Bear in mind, the only thing a PIO does is read a prepared statement to reporters and repeat “no comment” when asked relevant questions. 


And that is just the start. All of this funding has created a gigantic homeless service bureaucracy that is doing nothing to stem the tide of this growing problem. I know of at least one director in a homeless agency that was making $175K. Incredible. 

This makes Sheriff Alex Villanueva’s activity so interesting in Venice, a city that has been overrun by homeless encampments, which has ruined the quality of life for residents. This excellent sheriff simply said “no more.” He intends to clean up Venice by July 4. 

Where have you been, sheriff? This is exactly what we have been waiting for! A public official who has the guts to take on the homele$$ness lobby. Since the L.A. Police Department has been hamstrung by worthless public officials like Councilman Mike Bonin, it’s about time someone exercised a little common sense. 

And it does not take $355 million to do it. Just one guy with a backbone (and some armed deputies) to clean it up.  

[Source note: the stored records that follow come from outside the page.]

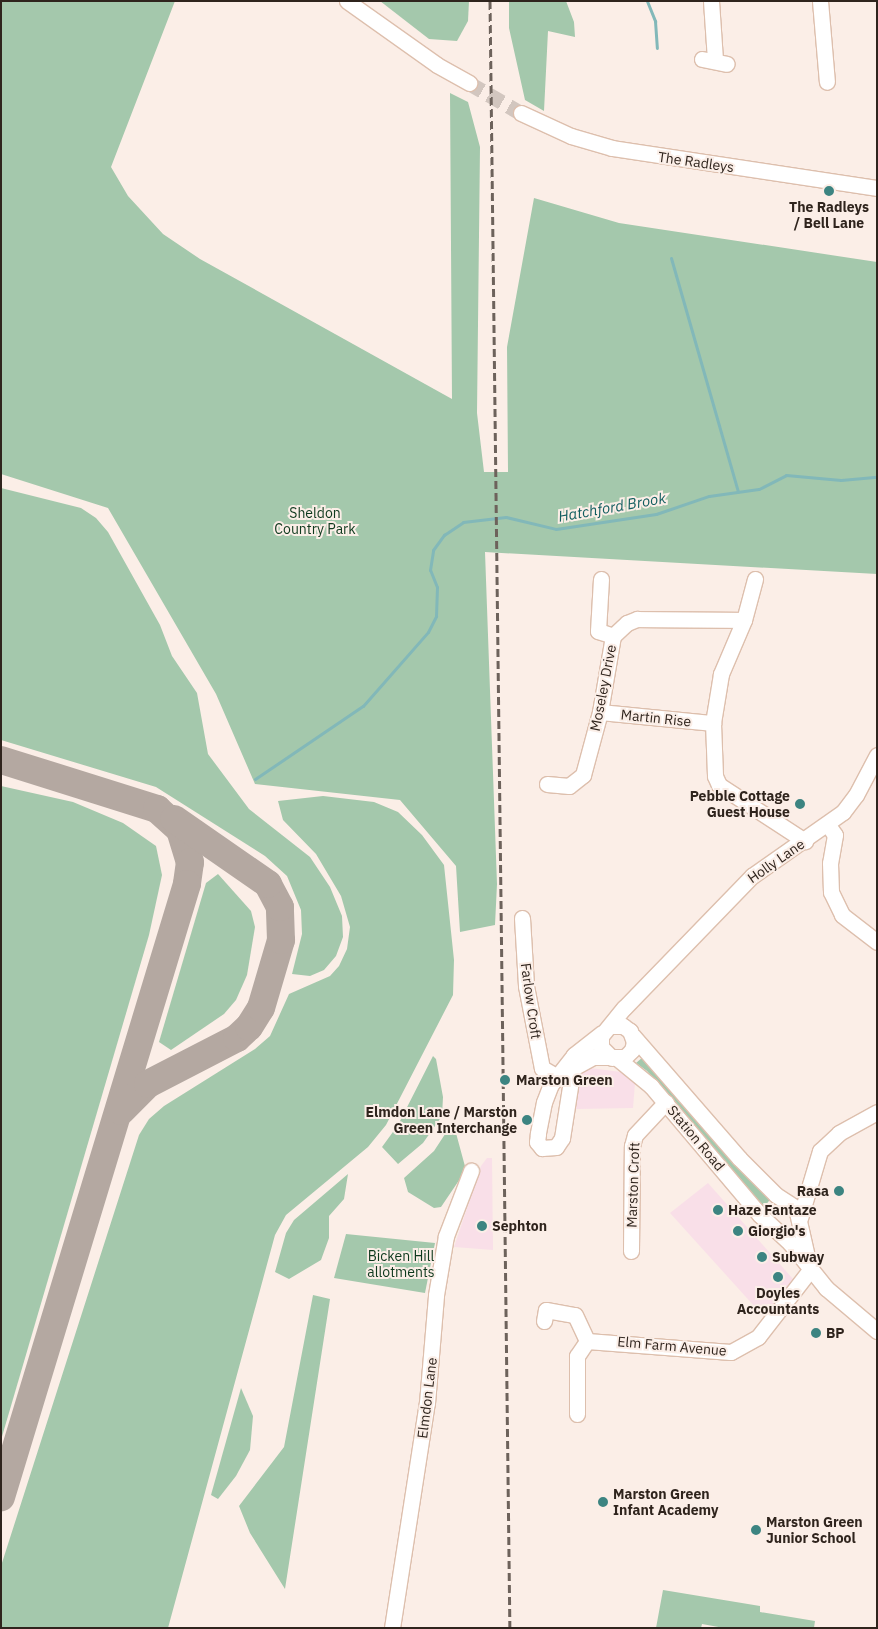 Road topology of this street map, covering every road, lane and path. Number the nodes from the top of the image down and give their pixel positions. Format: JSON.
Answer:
{"nodes":[{"id":1,"x":347,"y":1,"type":"edge"},
{"id":2,"x":712,"y":1,"type":"edge"},
{"id":3,"x":820,"y":1,"type":"edge"},
{"id":4,"x":715,"y":61,"type":"dead end"},
{"id":5,"x":827,"y":82,"type":"dead end"},
{"id":6,"x":470,"y":83,"type":"tunnel mouth"},
{"id":7,"x":521,"y":113,"type":"tunnel mouth"},
{"id":8,"x":877,"y":188,"type":"edge"},
{"id":9,"x":602,"y":579,"type":"dead end"},
{"id":10,"x":755,"y":579,"type":"dead end"},
{"id":11,"x":744,"y":620,"type":"junction"},
{"id":12,"x":613,"y":636,"type":"junction"},
{"id":13,"x":600,"y":712,"type":"junction"},
{"id":14,"x":713,"y":723,"type":"junction"},
{"id":15,"x":877,"y":755,"type":"edge"},
{"id":16,"x":547,"y":784,"type":"dead end"},
{"id":17,"x":828,"y":825,"type":"junction"},
{"id":18,"x":805,"y":841,"type":"junction"},
{"id":19,"x":522,"y":918,"type":"dead end"},
{"id":20,"x":877,"y":942,"type":"edge"},
{"id":21,"x":647,"y":986,"type":"junction"},
{"id":22,"x":606,"y":1029,"type":"junction"},
{"id":23,"x":632,"y":1033,"type":"junction"},
{"id":24,"x":615,"y":1058,"type":"junction"},
{"id":25,"x":556,"y":1076,"type":"junction"},
{"id":26,"x":666,"y":1102,"type":"junction"},
{"id":27,"x":877,"y":1112,"type":"edge"},
{"id":28,"x":471,"y":1171,"type":"dead end"},
{"id":29,"x":811,"y":1174,"type":"junction"},
{"id":30,"x":783,"y":1199,"type":"junction"},
{"id":31,"x":799,"y":1221,"type":"junction"},
{"id":32,"x":772,"y":1228,"type":"junction"},
{"id":33,"x":632,"y":1251,"type":"dead end"},
{"id":34,"x":810,"y":1270,"type":"junction"},
{"id":35,"x":544,"y":1321,"type":"dead end"},
{"id":36,"x":877,"y":1332,"type":"edge"},
{"id":37,"x":586,"y":1341,"type":"junction"},
{"id":38,"x":577,"y":1414,"type":"dead end"},
{"id":39,"x":392,"y":1628,"type":"edge"}],
"edges":[{"from":1,"to":6,"type":"street"},
{"from":2,"to":4,"type":"street"},
{"from":3,"to":5,"type":"street"},
{"from":7,"to":8,"type":"street","name":"The Radleys"},
{"from":9,"to":12,"type":"street"},
{"from":10,"to":11,"type":"street"},
{"from":11,"to":12,"type":"street","name":"Moseley Drive"},
{"from":11,"to":14,"type":"street"},
{"from":12,"to":13,"type":"street","name":"Moseley Drive"},
{"from":13,"to":14,"type":"street","name":"Martin Rise"},
{"from":13,"to":16,"type":"street","name":"Moseley Drive"},
{"from":14,"to":18,"type":"street"},
{"from":15,"to":17,"type":"street","name":"Holly Lane"},
{"from":17,"to":18,"type":"street","name":"Holly Lane"},
{"from":17,"to":20,"type":"street"},
{"from":18,"to":21,"type":"street","name":"Holly Lane"},
{"from":19,"to":25,"type":"street","name":"Farlow Croft"},
{"from":21,"to":22,"type":"street","name":"Holly Lane"},
{"from":21,"to":23,"type":"street","name":"Holly Lane"},
{"from":22,"to":23,"type":"street"},
{"from":22,"to":24,"type":"street"},
{"from":22,"to":25,"type":"street","name":"Holly Lane"},
{"from":23,"to":24,"type":"street","name":"Holly Lane"},
{"from":23,"to":30,"type":"street","name":"Station Road"},
{"from":24,"to":25,"type":"street","name":"Holly Lane"},
{"from":24,"to":26,"type":"street","name":"Station Road"},
{"from":26,"to":32,"type":"street","name":"Station Road"},
{"from":26,"to":33,"type":"street","name":"Marston Croft"},
{"from":27,"to":29,"type":"street"},
{"from":28,"to":39,"type":"street","name":"Elmdon Lane"},
{"from":29,"to":30,"type":"street"},
{"from":29,"to":31,"type":"street"},
{"from":30,"to":31,"type":"street","name":"Station Road"},
{"from":30,"to":32,"type":"street"},
{"from":31,"to":32,"type":"street"},
{"from":31,"to":34,"type":"street","name":"Station Road"},
{"from":32,"to":34,"type":"street","name":"Station Road"},
{"from":34,"to":36,"type":"street","name":"Station Road"},
{"from":34,"to":37,"type":"street","name":"Elm Farm Avenue"},
{"from":35,"to":37,"type":"street"},
{"from":37,"to":38,"type":"street"}]}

And, lest we think he is being heavy-handed, he is getting folks the services that they need. This is something that this massive homelessness bureaucracy should have done. 

I saved the best part for last.  

The homele$$ness lobby in Sacramento is pushing for a $1 billion funding initiative to “solve homelessness.” I kid you not. If you think the problem is bad now, wait until these massive funds are added. This will create an even bigger incentive for communities in neighboring states to dump their homeless citizens on us. 

We will be saddled with an even bigger and more inert bureaucracy. 

I’ve got an idea. Let’s steal that billion dollars for something we really need. Why not create a state mental health care system like we used to have and get proper care for these folks? I’ve heard estimates of 20-33% of the homeless are mentally ill and need care. There are many who believe the number to be much higher (50-60%). 

And, yes, they must be committed unwillingly and not allowed to wander the streets dirty and sick. That is far more cruel. Shame on the liberals and ACLU that forced this to happen many years ago. 

If you think this is a good idea, feel free to contact Gov. Gavin Newsom via Twitter @GavinNewsom and tell him that we need a state mental health hospital system to care for the homeless and this billion dollars would be a great start. 

Alternatively, you can contact [email protected] or [email protected] and tell them that what we are doing is not working. We must do the moral and ethical thing and create mental health facilities that care for the most vulnerable in our society. 

Let’s get that money diverted to something we know will work and not creating more government boondoggles. And clean up our streets (you go, Sheriff Villanueva). 

Steve Lunetta is a resident of Santa Clarita and is not afraid to say he was wrong. Which is very rare. In fact, this might be the first time.